Self-belief? How is that a cost? Well we're finding that around 10% of the things we try work out, and that can be very wearing and momentum sapping.


There gets a point when we just have to make a film with whatever we have, but then we would just like to try something else..and that pushes whatever we are doing a little further.
Another tax on our self-belief reserves, is that the more we find out the less we realise we know.

Aussie documentary maker Shelley Matulick's profile claims that making machninima is

dead cheap and brain dead easy
which I think is her way of encouraging beginners just to get started and try filming. Then once the bug hits you can choose how complicated you make your film-making.
Yes, we are choosing to make our filming experience complex. Multiple engines, editing tools, all these things take time to learn, and sometimes don't really work out.
So what drives the continual search for something new, something seemingly better?
Maybe, for us, there is as much excitement in the discovery as there is in the filming. The 10% of things that do work seem to generate the momentum to strive for the next unknown. There is a freedom in not knowing, that thrilling peek around the next corner.
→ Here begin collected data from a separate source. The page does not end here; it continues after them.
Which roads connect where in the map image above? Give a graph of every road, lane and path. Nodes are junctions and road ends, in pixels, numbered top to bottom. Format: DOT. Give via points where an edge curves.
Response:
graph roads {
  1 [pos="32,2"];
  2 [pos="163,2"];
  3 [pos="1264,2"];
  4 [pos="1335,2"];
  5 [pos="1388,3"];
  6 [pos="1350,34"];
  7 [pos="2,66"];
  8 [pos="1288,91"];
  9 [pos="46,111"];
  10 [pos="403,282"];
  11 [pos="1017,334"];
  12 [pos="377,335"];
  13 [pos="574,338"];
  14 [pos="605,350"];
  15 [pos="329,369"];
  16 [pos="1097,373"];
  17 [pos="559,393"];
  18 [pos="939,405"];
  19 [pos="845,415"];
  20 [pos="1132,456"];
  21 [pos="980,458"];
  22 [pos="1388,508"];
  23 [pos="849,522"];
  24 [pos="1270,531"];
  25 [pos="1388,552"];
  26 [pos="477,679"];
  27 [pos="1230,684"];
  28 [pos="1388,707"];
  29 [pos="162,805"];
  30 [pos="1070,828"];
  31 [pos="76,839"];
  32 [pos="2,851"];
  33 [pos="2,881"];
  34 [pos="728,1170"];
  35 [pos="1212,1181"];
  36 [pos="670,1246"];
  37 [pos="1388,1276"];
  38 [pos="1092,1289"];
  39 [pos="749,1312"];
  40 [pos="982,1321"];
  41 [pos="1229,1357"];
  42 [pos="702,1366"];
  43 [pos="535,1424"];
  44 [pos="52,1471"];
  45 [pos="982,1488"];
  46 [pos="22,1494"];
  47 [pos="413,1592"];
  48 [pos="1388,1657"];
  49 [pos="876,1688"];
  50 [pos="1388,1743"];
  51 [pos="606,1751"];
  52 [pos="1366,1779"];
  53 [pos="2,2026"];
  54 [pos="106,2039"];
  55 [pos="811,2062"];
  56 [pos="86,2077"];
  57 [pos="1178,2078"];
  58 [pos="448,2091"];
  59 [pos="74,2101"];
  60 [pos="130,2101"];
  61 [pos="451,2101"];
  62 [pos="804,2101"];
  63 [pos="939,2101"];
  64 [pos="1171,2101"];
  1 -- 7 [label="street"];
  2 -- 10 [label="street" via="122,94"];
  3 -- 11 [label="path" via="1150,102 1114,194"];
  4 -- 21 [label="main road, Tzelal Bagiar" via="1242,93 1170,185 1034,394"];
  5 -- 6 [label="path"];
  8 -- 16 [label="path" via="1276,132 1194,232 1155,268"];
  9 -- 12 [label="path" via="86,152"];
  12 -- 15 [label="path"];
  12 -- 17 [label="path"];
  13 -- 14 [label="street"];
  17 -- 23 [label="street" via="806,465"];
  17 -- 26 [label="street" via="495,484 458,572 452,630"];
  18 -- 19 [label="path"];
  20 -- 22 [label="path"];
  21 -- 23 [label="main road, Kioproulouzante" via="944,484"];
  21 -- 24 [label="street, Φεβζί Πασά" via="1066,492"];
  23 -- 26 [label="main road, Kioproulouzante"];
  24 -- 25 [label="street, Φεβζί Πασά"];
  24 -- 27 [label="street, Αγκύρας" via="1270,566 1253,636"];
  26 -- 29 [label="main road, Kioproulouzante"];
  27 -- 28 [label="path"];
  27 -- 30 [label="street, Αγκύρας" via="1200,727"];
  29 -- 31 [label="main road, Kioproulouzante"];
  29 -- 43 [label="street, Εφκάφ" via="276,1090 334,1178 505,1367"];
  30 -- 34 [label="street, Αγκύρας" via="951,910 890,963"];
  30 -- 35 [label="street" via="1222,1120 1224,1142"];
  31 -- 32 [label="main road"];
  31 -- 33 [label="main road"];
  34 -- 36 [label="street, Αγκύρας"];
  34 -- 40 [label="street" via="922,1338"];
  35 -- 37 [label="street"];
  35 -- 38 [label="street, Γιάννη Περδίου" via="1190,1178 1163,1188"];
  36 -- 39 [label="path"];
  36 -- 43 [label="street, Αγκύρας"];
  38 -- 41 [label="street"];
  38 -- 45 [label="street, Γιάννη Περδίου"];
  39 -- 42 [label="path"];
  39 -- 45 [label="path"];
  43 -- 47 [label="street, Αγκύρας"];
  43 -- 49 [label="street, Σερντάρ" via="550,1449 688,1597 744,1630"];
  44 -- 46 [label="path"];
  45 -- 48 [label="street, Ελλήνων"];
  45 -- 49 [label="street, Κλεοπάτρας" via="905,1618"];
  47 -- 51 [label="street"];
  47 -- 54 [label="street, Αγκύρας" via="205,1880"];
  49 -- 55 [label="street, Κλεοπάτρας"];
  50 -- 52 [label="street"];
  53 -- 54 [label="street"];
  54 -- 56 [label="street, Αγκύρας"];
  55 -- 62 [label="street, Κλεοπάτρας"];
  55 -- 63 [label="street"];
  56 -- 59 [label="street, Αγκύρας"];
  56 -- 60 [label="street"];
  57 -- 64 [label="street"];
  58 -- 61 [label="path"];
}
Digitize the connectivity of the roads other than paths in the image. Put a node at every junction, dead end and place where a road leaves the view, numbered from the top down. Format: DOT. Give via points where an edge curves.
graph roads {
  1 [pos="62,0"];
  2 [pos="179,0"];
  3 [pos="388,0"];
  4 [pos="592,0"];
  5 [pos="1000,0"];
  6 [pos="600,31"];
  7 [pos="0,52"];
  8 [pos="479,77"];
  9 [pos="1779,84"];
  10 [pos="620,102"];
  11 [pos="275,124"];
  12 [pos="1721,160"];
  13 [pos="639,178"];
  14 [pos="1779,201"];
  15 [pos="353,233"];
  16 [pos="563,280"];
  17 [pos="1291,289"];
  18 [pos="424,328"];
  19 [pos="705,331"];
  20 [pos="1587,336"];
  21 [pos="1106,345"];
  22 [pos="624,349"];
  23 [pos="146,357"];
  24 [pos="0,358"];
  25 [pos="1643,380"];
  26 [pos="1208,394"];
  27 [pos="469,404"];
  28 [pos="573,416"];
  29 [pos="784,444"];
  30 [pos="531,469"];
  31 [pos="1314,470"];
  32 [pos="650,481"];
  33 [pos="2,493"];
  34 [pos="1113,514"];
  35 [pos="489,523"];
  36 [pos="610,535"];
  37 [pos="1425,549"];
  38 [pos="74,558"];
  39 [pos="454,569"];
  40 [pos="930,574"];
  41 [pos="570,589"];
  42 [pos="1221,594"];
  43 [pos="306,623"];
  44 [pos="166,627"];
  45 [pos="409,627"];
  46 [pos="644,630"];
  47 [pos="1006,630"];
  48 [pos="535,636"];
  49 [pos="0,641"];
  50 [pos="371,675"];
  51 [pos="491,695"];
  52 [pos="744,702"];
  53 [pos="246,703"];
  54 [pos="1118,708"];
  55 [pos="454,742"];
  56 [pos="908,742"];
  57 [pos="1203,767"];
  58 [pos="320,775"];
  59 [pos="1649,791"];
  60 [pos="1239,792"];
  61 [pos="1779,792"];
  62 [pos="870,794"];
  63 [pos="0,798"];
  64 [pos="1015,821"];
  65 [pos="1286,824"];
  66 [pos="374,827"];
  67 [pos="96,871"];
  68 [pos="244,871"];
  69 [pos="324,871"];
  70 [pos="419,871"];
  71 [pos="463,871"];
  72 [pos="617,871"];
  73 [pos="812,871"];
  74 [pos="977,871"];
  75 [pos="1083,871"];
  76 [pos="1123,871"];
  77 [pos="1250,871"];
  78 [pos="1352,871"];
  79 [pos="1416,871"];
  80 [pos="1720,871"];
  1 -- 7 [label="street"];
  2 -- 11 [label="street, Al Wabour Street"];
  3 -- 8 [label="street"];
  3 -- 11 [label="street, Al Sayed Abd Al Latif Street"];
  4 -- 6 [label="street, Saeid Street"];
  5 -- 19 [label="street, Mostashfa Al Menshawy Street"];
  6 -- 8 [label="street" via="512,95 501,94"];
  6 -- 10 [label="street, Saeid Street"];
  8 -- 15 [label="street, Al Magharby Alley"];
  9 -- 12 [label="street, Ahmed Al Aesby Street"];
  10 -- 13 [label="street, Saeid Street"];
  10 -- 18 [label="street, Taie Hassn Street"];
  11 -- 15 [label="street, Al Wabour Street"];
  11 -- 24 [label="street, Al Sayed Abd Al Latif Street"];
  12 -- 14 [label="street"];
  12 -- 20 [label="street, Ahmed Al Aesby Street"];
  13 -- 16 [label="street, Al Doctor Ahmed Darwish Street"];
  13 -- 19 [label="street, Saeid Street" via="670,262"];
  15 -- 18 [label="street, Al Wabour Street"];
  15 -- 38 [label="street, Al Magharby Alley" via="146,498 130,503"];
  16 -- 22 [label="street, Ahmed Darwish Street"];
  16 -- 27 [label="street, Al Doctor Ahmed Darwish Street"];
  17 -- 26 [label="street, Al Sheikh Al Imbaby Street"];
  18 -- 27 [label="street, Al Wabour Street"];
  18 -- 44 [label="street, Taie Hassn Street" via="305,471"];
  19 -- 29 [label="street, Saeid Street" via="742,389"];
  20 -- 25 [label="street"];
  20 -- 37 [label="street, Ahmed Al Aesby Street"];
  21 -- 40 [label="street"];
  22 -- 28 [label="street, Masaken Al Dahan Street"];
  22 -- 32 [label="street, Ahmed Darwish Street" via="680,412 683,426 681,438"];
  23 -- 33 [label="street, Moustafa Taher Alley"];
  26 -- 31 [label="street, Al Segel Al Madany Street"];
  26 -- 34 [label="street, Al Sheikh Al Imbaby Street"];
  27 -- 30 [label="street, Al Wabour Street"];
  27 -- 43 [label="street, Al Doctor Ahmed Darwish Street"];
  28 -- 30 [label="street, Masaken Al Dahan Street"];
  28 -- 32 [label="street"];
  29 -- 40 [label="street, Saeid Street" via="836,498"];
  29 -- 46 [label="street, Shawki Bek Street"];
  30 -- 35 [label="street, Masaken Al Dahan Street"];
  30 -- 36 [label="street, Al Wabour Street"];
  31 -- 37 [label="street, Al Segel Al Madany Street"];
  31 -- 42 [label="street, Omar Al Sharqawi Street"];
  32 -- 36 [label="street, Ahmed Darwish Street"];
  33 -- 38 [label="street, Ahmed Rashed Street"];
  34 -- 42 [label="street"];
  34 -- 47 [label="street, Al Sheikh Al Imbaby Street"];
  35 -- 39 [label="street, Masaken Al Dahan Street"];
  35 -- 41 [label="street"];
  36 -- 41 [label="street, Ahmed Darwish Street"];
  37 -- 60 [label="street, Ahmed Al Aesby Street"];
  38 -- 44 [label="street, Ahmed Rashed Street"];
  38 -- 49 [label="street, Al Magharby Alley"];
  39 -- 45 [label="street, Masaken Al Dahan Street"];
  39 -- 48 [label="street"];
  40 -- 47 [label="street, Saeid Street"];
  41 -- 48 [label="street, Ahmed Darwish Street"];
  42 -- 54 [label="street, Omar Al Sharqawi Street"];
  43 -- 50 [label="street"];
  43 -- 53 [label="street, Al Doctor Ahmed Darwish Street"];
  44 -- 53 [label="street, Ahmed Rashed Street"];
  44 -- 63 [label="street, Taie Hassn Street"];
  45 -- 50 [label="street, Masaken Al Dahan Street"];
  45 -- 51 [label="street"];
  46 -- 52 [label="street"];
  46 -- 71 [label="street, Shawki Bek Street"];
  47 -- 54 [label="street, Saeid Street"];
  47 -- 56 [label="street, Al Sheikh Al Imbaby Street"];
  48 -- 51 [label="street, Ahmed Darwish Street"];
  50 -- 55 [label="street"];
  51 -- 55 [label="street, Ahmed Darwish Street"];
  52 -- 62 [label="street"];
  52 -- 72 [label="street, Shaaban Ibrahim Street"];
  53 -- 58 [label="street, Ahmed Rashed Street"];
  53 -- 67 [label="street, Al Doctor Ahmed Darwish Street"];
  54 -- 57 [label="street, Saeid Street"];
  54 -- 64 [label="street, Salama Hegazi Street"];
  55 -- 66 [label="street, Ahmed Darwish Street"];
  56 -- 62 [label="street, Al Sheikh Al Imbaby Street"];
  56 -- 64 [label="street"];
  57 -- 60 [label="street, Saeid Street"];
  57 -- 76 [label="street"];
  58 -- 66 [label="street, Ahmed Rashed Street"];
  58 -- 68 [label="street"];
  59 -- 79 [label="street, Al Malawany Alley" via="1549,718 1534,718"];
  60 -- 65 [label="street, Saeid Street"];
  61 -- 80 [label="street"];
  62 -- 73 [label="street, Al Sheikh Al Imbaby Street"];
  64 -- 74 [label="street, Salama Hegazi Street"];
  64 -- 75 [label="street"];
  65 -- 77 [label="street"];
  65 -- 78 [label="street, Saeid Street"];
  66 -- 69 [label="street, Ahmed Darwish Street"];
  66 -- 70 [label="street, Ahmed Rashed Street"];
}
If we were working for someone else, we would have to justify every moment spent trotting up paths that lead nowhere.
This is play, serious play at times, but play all the same. The kind of non directed internally motivated play of the toddler in the sand-pit.
Sometimes we bawl with frustration, with sand in mouth and eyes, other times a beautiful sandcastle seems to appear with hardly any effort.
I get the same kind of pleasure in seeing a pleasingly composed film shot as I did, with sun on bare legs, raking patterns in the sand and watching the movement and interaction as each picture blended into the next.

The Feather that went to the Top of Everest


A post by Michael on Free Pixel asks the question

Is there some benefit from using the more wooden, game-like, often standardized characters with default skeletons, limited control mechanisms that try to look kind of realistic in some way? Is it worth to enter the uncanny valley when the performances are so “off” and difficult but obviously want to be taken seriously?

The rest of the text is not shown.